Hello again. Three months is quite a long time and I must appologize,
that I did not publish a single post on my gopherlog in such a long
time. During last few weeks I focused myself on my another hobby.
Depressed with trends in modern IT industry, I have begun
experimenting with radio.

=== Shortwave listening  ===
For couple of years I do time from time listen to shortwave radio
stations from the whole world. At the moment I have only cheap pocket
shortwave radio from Roadstar, but I already have received stations
from all Europe (from Britain to Moscow, from Spain to Poland), Asia
(Iran, China) and Africa (Botswana, Nigeria, Maroco). Shortwaves
propagate in mysterious ways and finding new interresting stations is
just matter of time, weather and patience. There is nothing like
finding new station in the sounds of AM chirps and squeaks.
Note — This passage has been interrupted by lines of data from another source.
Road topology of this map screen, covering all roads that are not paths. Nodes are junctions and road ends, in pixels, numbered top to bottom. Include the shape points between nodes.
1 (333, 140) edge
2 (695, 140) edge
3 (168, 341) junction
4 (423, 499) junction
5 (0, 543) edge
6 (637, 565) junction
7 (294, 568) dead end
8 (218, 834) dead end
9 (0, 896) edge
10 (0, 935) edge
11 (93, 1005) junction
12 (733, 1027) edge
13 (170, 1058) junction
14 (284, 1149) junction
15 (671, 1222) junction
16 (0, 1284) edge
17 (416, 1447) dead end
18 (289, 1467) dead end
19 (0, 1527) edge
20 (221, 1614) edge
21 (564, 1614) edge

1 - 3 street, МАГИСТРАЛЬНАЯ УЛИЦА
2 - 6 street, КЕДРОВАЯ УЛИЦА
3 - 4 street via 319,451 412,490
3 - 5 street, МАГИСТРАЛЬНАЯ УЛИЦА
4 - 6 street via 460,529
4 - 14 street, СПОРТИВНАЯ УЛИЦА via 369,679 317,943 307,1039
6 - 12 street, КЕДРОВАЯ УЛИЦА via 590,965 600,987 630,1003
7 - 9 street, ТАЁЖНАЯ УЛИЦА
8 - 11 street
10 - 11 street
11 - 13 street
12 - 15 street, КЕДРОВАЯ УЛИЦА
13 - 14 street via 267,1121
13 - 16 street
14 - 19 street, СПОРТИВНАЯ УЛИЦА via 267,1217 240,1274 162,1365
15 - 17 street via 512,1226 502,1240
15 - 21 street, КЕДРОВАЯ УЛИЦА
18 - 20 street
Next step will be buying some receiver able to receive ranges from 30kHz
up with AM/FM/SSB. Shortwave band contains much more than just simple
spoken word stations. With proper equipment one can receive weather
forecasts via meteofax, slow scan TV pictures and other interresting
stuff. I'm all for it.

=== VHF/UHF listening ===
Recently I bought dualband VHF/UHF transciever from China. I use it
for communication on PMR446 band and shared VHF/UHF frequencies (more
bellow), but these frequencies are just small part of the scale.
Although without proper license I cannot transmit, I can still listen
on 2m and 70cm HAM bands, professional bands etc. And I do. There is
meteo-HAM-ring every morning, meteo and watter status reports from
sailing stations on our biggest rivers Labe and Vltava, daily
briefings from mountain rescue in Krkonose mountains, there is simply
a lot to listen to.

=== PMR446, CB and shared frequencies ===
Citizen Band and Personal Mobile Radio are in Europe (aside from
shared frequencies in VHF and UHF bands, most of which use local
companies on building constructions, in shops, parking places etc.)
the only ways of radio communication not requiring license. It is fun
to listen to HAM communication on licensed bands, but it is more fun
to actually be part of communication. Both bands have their advantages
and disadvantages.

PMR446 works on frequency of 446MHz and the maximum allowed transmitting
power is 0.5W. Transciever must be handheld device with non-removable
antenna. This limits usage only to short-distance communication, cca 1km
in the city area. But you can make long distance transmissions as well.
If you are on place with higher altitude and have direct visibility to
the other person, you can make 100 or 200km distant calls. My actual top
is about 100km.

CB works on frequency of 27MHz, maximum allowed transmitting power is 4
watts. There are no limitations on transciever, you can use mobile,
portable or desktop devices with internal or external antenna. This
makes CB theoreticaly better than PMR446, but in most cases the opposite
is true. You have to have a good antenna. One half of wavelength is the
best, but that is 5.5 meters and you really can't put such antenna in
small flat. You can't do much during the day, because band is full of
transmissions from russian and spanish speaking countries, where
operators do not respect power limitations and use 100W or more to
transmit.

....
That's it. That's why I do not sit at my computer as much as I used to.
I do the silly walks with 150cm long antenna in minus 5 degrees
(Celsius) to make a new transmission. I go to sleep in the late morning
hours, because shortwaves are better during the night. I make trips to
nearby hills with couple of transcievers and antennas in my bag. I study
webpages and books related to radioamateur stuff and try hard to
understand it. And I enjoy it all. Radio is about physics and you can't
change laws of physics because marketing department wants to.
That is for me most comforting.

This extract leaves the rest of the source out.